American printer and mechanical inventor

Benjamin Dearborn (1754-1838) was an American printer and mechanical inventor in Portsmouth, New Hampshire and Boston, Massachusetts in the late 18th and early 19th centuries. His inventions include the gold standard balance, spring scale, grist mill, candlestick, ballot box, perspective drawing machine, letter-press, "musical board for the instruction of the blind," thermoscope, vibrating steelyard balance, and perpendicular lift.

==Brief biography==

===Portsmouth 1754-ca.1791===
Dearborn was born in Portsmouth, New Hampshire, to Ruth Rogers (d.1791) and Benjamin Dearborn (1725-1755), a Harvard-educated doctor and descendant of Cornelius Van Ness Dearborn.

He trained as a printer with Daniel Fowle in Portsmouth.
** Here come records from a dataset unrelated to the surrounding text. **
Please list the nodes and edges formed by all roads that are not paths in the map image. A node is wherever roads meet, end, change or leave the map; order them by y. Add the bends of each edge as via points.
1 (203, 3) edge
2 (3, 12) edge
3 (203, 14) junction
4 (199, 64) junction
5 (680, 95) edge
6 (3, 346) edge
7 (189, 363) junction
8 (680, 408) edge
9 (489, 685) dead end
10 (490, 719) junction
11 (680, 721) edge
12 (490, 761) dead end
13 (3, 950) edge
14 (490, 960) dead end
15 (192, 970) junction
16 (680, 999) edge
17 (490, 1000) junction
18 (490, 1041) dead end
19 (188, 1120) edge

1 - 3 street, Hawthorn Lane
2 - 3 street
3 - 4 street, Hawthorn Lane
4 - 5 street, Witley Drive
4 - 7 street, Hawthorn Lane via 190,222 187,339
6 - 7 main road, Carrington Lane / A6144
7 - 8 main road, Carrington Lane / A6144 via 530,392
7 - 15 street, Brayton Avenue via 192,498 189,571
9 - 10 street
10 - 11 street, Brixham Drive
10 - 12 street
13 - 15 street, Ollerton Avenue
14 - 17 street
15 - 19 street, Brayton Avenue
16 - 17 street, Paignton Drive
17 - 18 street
In May 1776, he became the publisher of the Freeman's Journal, or New Hampshire Gazette. While in Portsmouth he also ran a school; organized an "intelligence office;" sold Beverly Corduroy, India goods, real estate; and attempted a singing group.

===Boston ca.1791-1838===
In the early 1790s he moved to Milk Street, Boston, where he continued inventing. Along with Paul Revere, Jeremy Belknap and others, he founded "The Committee on Machines" of the Massachusetts Charitable Fire Society in 1794. The same year he was elected a Fellow of the American Academy of Arts and Sciences. In 1797 Dearborn advertised as a surveyor and planner.

In 1818 he "invented a mode of propelling wheel carriages by steam, well calculated for the conveyance of the mail and any number of passengers, and which will be perfectly secure from robbers on the highway." He exhibited a "perpetual diary" in the first exhibition of the Massachusetts Charitable Mechanic Association in 1837.
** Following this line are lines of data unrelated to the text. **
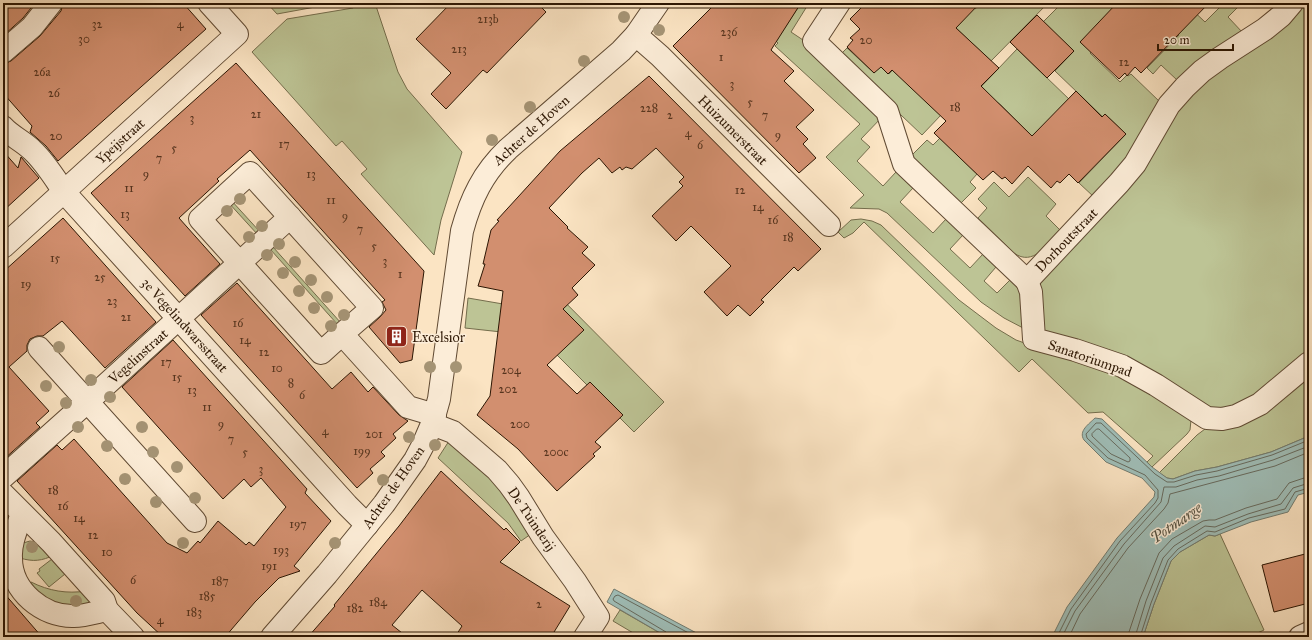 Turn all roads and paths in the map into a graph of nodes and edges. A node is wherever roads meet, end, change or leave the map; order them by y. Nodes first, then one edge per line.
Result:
1 (51, 3) edge
2 (209, 3) edge
3 (658, 3) edge
4 (839, 3) edge
5 (1292, 3) edge
6 (636, 35) junction
7 (3, 52) edge
8 (3, 127) edge
9 (64, 192) junction
10 (290, 217) junction
11 (828, 225) dead end
12 (3, 247) edge
13 (240, 263) junction
14 (1027, 281) junction
15 (179, 319) junction
16 (342, 334) junction
17 (39, 348) dead end
18 (1309, 363) edge
19 (87, 402) junction
20 (433, 420) junction
21 (3, 477) edge
22 (3, 494) edge
23 (22, 514) junction
24 (195, 521) dead end
25 (367, 525) junction
26 (107, 610) junction
27 (1309, 634) edge
28 (133, 637) edge
29 (272, 637) edge
30 (585, 637) edge
31 (1300, 637) edge

1 - 7 street
2 - 9 street, Ypeijstraat
3 - 6 street, Achter de Hoven
4 - 14 street, Dorhoutstraat
5 - 14 street, Dorhoutstraat
6 - 11 street, Huizumerstraat
6 - 20 street, Achter de Hoven
8 - 9 street, 3e Vegelindwarsstraat
9 - 12 street, Ypeijstraat
9 - 15 street, 3e Vegelindwarsstraat
10 - 13 street, Vegelinstraat
10 - 13 street
10 - 16 street
13 - 15 street, Vegelinstraat
13 - 16 street
14 - 18 street, Sanatoriumpad
15 - 19 street, Vegelinstraat
15 - 25 street, 3e Vegelindwarsstraat
16 - 20 street
17 - 19 street
19 - 21 street, Vegelinstraat
19 - 24 street
20 - 25 street, Achter de Hoven
20 - 30 street, De Tuinderij
22 - 23 street
23 - 26 street
23 - 26 street
25 - 29 street, Achter de Hoven
26 - 28 street
27 - 31 street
He was a member of the American Philosophical Society and the Massachusetts Charitable Mechanic Association; and a benefactor of the Boston Dispensary (now Tufts Medical Center).

Dearborn died on February 22, 1838, in Boston. His children included John M. Dearborn, the engraver Nathaniel Dearborn, and Fanny Dearborn Hanman.

==Works by Dearborn==
- The pupil's guide. Being a collection of the most useful rules in arithmetic. Portsmouth, N.H., 1782.
- A Description of a Pump-Engine, or an Apparatus to Be Added to a Common Pump. Memoirs of the American Academy of Arts and Sciences, Vol. 1, (1783), pp. 520–522.
- A scheme, for reducing the science of music to a more simple state: and to bring all its characters within the compass of a common fount of printing-types; especially calculated for the convenience of learners. Portsmouth New-Hampshire, 1785.
- The Columbian grammar : or, An essay for reducing a grammatical knowledge of the English language to a degree of simplicity which will render it easy for the instructor to teach ... Accompanied with notes, critical and explanatory. Boston: Printed by Samuel Hall, for the Author, 1795.
- The patent balance compared with other instruments for weighing. Philadelphia: Printed by Robert Cochran, 1803.
- Dearborn's system for weighing with ease, dispatch, and precision : purchased for half the cost, and used with half the labor, of scales and weights. Boston, 1804.
- Description of the manner of using Dearborn's Facility for casting interest. Boston: Gilbert & Dean, 1805.
- Remarks on the Construction of the Common Scale-Beam, with a Description of the New Gold Standard Beam, Invented by the Author. Memoirs of the American Academy of Arts and Sciences, Vol. 3, No. 1 (1809), pp. 40–50.
- Directions for using the gold standard balance invented by Benjamin Dearborn of Boston, Massachusetts. Boston, 1817.
- A lenient system for adjusting demands and collecting debts without imprisonment : uniting justice with clemency in coercive measures, for stimulating debtors to fulfil their contracts. Boston: John H. Eastburn, 1827.
- Singularity. Boston: B. Dearborn, 1830.